Day by day, adoption of ‘smart’ technology continues to grow, particularly among city governments. In fact, it’s now estimated that the smart city market in North America will reach $5.6 billion by 2025, according to Harbor Research data and analysis by Fujitsu. But for many municipalities, there is a long way to go and many questions to be answered along the way.
Fujitsu is working closely with municipal governments to help them plan, deploy and manage smart networking technologies. Here are a few lessons learned from a recent smart city transformation undertaken by the City of Dublin, Ohio.
Breaking Point or Tipping Point?
In an effort to improve quality of life and access to services for their residents, more and more cities are embracing digital transformation. As they make the transition to online systems, these cities begin to amass large quantities of data generated within various departments. However, too often these datasets become mired in siloes within disparate software systems.
Yet, with the ability to bring these datasets together across multiple systems, cities can obtain complete visibility into all available data and it then becomes economically feasible to digitize and access physical assets in real-time. Digital representation of a city’s assets, such as parking spaces, roads, utilities and fuel consumption, is key to providing better experiences for citizens and businesses, reducing the carbon footprint, improving emergency response capabilities, and reducing operational costs.
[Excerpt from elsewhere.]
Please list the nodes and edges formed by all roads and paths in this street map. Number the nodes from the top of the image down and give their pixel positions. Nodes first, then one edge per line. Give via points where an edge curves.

For the City of Dublin, lack of visibility was causing congested parking lots and poor parking management, which was impacting local businesses. Fujitsu assisted the city with design and deployment of a private broadband network using the shared Citizens Broadband Radio Service (CBRS) frequency band, along with a smart parking app, as the first phase of a software-defined, 5G-ready platform for digital transformation. As part of the broader Connected Dublin initiative, this pilot is making use of smart mobility technology, IoT infrastructure, edge computing and high-speed fiber connectivity to enable economic development and a better quality of life.
Smart Building Blocks
Beyond deployment of the broadband network, the smart parking application involved building infrastructure to enable connectivity, including wireless radios, base band units (BBUs), surveillance cameras and customer premise equipment installed on utility poles around the parking lot. Video analytics software runs on the Multi-access Edge Computing (MEC) node, while the IoT framework and application software run on the network core.
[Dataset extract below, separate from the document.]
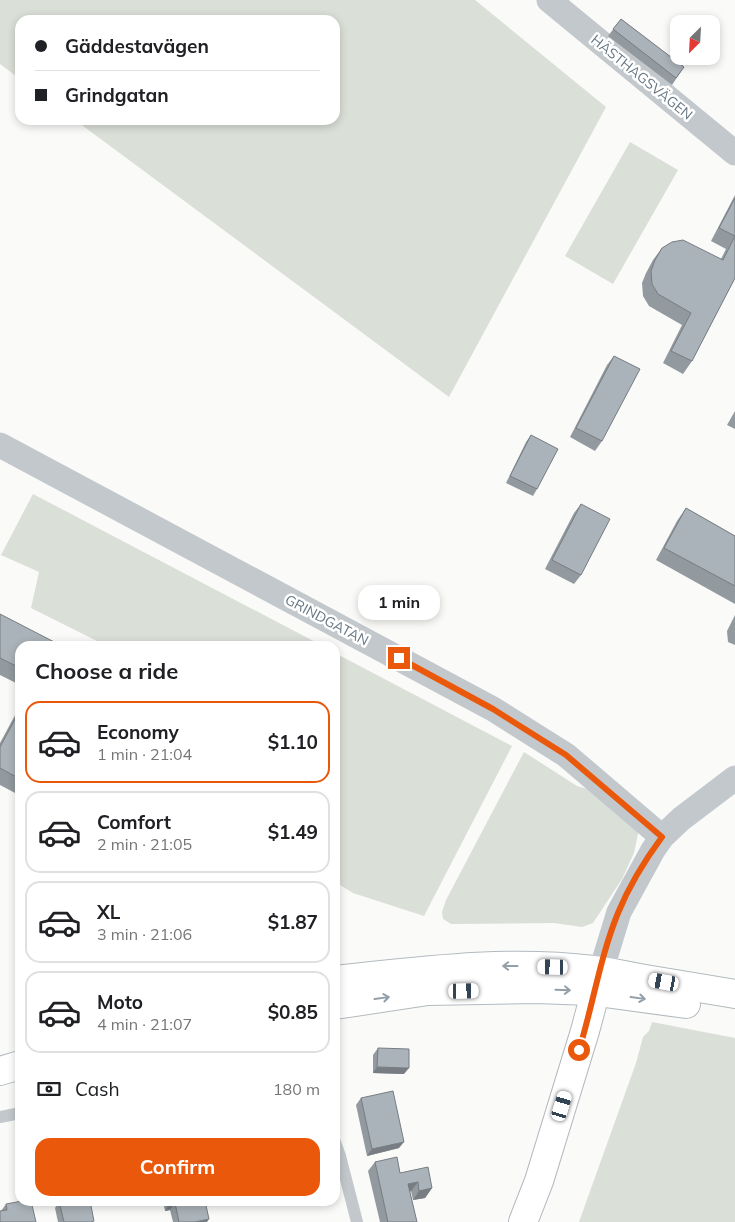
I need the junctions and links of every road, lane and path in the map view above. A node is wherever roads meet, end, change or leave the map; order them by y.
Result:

Importantly, this digital transformation was made economically feasible by the cost-efficiency of shared CBRS spectrum, software virtualization, and low-cost cameras. The low cost of the CBRS band allows service providers to enter the wireless market by building private networks for enterprises and cities. Once the network is in place, whitebox servers provide network function virtualization that can be used to run additional application software for future use cases, such as smart utilities, enhanced security surveillance or e-health services.
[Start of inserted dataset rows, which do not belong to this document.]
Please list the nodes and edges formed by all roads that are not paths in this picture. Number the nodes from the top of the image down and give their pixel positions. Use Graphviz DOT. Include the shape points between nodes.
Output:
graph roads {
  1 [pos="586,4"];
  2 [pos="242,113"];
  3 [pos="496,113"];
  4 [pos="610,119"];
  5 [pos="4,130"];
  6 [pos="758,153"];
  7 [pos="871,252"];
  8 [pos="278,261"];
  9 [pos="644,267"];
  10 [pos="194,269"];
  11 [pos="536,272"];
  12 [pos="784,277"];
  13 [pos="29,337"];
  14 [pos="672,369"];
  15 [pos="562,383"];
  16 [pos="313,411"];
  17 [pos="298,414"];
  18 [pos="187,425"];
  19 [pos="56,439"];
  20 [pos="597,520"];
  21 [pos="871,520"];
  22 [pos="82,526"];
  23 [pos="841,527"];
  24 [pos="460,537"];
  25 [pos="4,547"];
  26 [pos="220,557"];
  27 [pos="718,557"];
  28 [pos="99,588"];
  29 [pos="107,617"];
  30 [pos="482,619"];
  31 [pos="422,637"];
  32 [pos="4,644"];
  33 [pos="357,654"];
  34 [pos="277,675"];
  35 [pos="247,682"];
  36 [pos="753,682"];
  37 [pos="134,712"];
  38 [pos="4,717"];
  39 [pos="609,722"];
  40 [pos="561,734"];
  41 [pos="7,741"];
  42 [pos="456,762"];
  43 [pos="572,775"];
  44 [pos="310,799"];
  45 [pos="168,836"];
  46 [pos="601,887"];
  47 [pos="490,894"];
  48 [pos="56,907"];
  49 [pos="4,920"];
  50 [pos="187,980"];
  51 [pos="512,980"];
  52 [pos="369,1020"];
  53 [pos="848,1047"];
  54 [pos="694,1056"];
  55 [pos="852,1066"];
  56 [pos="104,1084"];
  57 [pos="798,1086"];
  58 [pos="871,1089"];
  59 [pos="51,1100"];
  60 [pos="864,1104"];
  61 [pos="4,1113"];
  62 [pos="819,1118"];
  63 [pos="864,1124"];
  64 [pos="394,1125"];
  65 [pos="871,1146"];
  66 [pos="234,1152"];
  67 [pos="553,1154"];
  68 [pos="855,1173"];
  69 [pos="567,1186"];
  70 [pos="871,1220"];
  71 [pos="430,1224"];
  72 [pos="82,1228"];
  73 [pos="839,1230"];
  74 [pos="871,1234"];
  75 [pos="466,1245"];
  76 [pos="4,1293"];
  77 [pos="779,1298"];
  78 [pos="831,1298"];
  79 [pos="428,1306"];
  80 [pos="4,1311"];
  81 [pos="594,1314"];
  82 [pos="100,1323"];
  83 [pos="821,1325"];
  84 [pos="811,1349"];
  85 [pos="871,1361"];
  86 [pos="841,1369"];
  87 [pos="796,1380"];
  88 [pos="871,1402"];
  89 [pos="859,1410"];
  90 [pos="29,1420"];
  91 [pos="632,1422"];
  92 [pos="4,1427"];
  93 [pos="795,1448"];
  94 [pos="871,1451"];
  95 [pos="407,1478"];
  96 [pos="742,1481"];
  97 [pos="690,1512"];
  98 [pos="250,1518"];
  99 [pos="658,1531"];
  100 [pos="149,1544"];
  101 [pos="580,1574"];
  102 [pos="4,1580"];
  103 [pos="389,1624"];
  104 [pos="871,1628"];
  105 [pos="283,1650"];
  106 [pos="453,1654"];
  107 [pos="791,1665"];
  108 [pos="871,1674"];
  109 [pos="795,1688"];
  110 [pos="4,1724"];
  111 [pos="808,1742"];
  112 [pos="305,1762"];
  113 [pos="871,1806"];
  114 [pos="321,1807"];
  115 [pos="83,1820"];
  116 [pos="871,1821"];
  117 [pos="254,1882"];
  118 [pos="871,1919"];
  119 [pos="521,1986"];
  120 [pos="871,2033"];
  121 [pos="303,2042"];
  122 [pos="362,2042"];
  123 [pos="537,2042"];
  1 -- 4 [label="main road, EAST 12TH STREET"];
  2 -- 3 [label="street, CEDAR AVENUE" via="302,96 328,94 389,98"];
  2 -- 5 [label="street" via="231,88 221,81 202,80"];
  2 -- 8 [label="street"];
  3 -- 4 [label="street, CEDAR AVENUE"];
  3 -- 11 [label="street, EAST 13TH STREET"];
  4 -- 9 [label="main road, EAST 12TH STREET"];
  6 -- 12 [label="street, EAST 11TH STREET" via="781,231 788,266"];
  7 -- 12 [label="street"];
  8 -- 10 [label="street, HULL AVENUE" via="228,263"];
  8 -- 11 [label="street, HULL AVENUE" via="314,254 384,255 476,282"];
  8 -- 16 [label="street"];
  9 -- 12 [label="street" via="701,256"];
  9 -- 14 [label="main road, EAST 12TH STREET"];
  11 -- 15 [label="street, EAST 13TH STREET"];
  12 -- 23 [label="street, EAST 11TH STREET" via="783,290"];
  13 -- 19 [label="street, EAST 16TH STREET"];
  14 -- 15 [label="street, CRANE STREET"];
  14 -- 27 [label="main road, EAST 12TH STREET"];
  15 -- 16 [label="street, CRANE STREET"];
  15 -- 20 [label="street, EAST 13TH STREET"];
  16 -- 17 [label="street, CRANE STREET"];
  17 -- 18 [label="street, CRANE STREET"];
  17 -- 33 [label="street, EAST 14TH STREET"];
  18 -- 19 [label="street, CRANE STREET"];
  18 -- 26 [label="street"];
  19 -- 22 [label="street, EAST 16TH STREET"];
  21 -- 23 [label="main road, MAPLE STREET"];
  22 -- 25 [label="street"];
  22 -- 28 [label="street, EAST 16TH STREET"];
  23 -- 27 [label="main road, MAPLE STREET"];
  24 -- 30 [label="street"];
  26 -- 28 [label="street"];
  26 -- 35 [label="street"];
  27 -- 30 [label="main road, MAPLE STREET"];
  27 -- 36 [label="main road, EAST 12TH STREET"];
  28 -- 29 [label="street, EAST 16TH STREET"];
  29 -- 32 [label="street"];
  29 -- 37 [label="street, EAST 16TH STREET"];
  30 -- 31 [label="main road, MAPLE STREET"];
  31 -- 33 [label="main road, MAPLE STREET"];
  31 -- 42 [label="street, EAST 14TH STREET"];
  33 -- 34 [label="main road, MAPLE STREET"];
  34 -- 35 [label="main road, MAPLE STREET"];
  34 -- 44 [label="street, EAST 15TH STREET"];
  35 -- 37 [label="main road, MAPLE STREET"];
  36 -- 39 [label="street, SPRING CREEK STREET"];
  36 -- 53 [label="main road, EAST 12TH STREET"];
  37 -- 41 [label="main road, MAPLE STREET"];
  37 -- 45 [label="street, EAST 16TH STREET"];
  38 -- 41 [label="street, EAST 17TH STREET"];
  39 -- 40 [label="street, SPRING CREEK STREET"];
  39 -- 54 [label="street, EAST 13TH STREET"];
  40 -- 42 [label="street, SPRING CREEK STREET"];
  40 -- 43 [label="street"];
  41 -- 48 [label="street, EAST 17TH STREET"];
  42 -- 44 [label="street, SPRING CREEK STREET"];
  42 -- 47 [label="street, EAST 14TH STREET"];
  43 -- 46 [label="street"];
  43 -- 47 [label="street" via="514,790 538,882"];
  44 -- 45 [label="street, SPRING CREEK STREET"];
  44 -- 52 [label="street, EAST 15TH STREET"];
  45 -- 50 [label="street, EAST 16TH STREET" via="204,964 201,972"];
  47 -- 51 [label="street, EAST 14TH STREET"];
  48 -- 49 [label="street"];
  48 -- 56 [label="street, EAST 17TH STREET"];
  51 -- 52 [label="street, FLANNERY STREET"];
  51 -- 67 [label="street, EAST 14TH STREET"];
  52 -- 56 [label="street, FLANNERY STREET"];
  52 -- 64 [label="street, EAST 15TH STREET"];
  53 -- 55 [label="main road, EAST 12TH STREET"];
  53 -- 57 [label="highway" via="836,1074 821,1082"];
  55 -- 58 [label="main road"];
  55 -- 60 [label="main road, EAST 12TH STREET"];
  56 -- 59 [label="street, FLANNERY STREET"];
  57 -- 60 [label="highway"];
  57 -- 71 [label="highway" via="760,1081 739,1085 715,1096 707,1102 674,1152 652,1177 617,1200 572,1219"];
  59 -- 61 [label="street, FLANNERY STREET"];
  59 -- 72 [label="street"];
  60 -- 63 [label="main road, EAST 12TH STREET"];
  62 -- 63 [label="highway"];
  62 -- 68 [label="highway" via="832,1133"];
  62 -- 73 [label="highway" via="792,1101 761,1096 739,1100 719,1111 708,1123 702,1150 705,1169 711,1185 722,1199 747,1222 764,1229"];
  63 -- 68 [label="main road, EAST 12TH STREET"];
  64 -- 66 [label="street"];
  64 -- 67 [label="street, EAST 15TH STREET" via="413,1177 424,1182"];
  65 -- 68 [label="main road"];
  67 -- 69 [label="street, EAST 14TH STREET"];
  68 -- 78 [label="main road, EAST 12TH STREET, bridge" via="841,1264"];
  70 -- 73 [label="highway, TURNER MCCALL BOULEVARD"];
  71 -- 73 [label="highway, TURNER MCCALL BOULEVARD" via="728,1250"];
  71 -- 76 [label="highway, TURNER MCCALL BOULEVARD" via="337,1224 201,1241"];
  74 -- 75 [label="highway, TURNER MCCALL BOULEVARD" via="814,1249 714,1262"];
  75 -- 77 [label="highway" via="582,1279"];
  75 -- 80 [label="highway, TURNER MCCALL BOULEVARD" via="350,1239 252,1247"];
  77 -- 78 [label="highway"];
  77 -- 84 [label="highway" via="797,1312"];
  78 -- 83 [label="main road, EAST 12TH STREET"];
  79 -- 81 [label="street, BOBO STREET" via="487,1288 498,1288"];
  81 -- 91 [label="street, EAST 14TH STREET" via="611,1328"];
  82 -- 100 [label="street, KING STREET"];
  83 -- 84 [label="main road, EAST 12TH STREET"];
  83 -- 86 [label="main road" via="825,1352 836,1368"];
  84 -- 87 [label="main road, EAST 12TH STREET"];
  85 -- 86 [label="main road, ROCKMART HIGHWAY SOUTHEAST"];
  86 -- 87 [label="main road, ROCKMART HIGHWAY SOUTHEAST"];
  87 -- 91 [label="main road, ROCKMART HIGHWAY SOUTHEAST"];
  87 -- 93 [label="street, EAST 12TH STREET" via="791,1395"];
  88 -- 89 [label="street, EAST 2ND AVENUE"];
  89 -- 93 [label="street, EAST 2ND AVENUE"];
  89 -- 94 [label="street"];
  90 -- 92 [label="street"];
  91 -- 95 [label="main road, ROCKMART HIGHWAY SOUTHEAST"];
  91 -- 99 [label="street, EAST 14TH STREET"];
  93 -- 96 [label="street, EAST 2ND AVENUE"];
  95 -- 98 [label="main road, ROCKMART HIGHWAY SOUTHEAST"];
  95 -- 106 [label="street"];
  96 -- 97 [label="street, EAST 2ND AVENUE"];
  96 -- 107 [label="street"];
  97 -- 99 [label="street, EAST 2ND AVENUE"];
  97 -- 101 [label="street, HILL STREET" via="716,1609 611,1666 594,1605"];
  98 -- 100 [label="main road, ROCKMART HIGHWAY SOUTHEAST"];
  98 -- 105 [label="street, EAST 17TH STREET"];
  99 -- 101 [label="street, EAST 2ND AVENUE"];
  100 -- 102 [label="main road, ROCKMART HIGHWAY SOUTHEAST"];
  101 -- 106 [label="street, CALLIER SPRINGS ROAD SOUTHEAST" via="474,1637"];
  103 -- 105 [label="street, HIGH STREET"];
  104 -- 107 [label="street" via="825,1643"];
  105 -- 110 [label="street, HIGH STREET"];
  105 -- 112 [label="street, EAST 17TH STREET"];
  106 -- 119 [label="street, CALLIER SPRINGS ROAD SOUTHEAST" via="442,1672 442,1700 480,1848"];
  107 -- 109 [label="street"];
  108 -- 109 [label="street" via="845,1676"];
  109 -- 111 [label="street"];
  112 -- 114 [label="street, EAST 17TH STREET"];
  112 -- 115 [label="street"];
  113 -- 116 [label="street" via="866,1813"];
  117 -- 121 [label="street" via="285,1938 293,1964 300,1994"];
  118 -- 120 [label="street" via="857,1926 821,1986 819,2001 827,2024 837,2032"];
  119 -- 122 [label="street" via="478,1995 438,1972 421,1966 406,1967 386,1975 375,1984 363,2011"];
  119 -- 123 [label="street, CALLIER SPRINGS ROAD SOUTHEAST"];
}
For example, now that the City of Dublin network is in place, applications such as Smart Distancing and Smart Masks can be added ‘over the air’ to the network servers to enable COVID-19 compliance measures. In fact, the city has already found that in addition to alleviating parking congestion, the smart parking application has allowed city staff to remotely monitor compliance to COVID-19 “stay at home” guidelines.
Smart Lessons Learned
By deploying IoT technology, analytics and smart apps that enable digital twins of the cities’ assets, the City of Dublin is better equipped to understand their operations, predict the future, and improve decision making and planning processes. But the transition to becoming a smart city doesn’t happen overnight, and there are many steps to be taken. Here are just a few of the lessons learned along the way:
Lesson #1 – Deployment
- Permitting and inspection takes time
- Installation can be costly
- Appearance matters
Lesson #2 – It is all about data
- Automatic data collection is important
- Facilitate a smooth path from data to decision
- Open APIs are a must
Lesson #3 – Environmental challenges
- Plan for rain and snow; storms and high wind
- Trees and leaves will impact line of sight.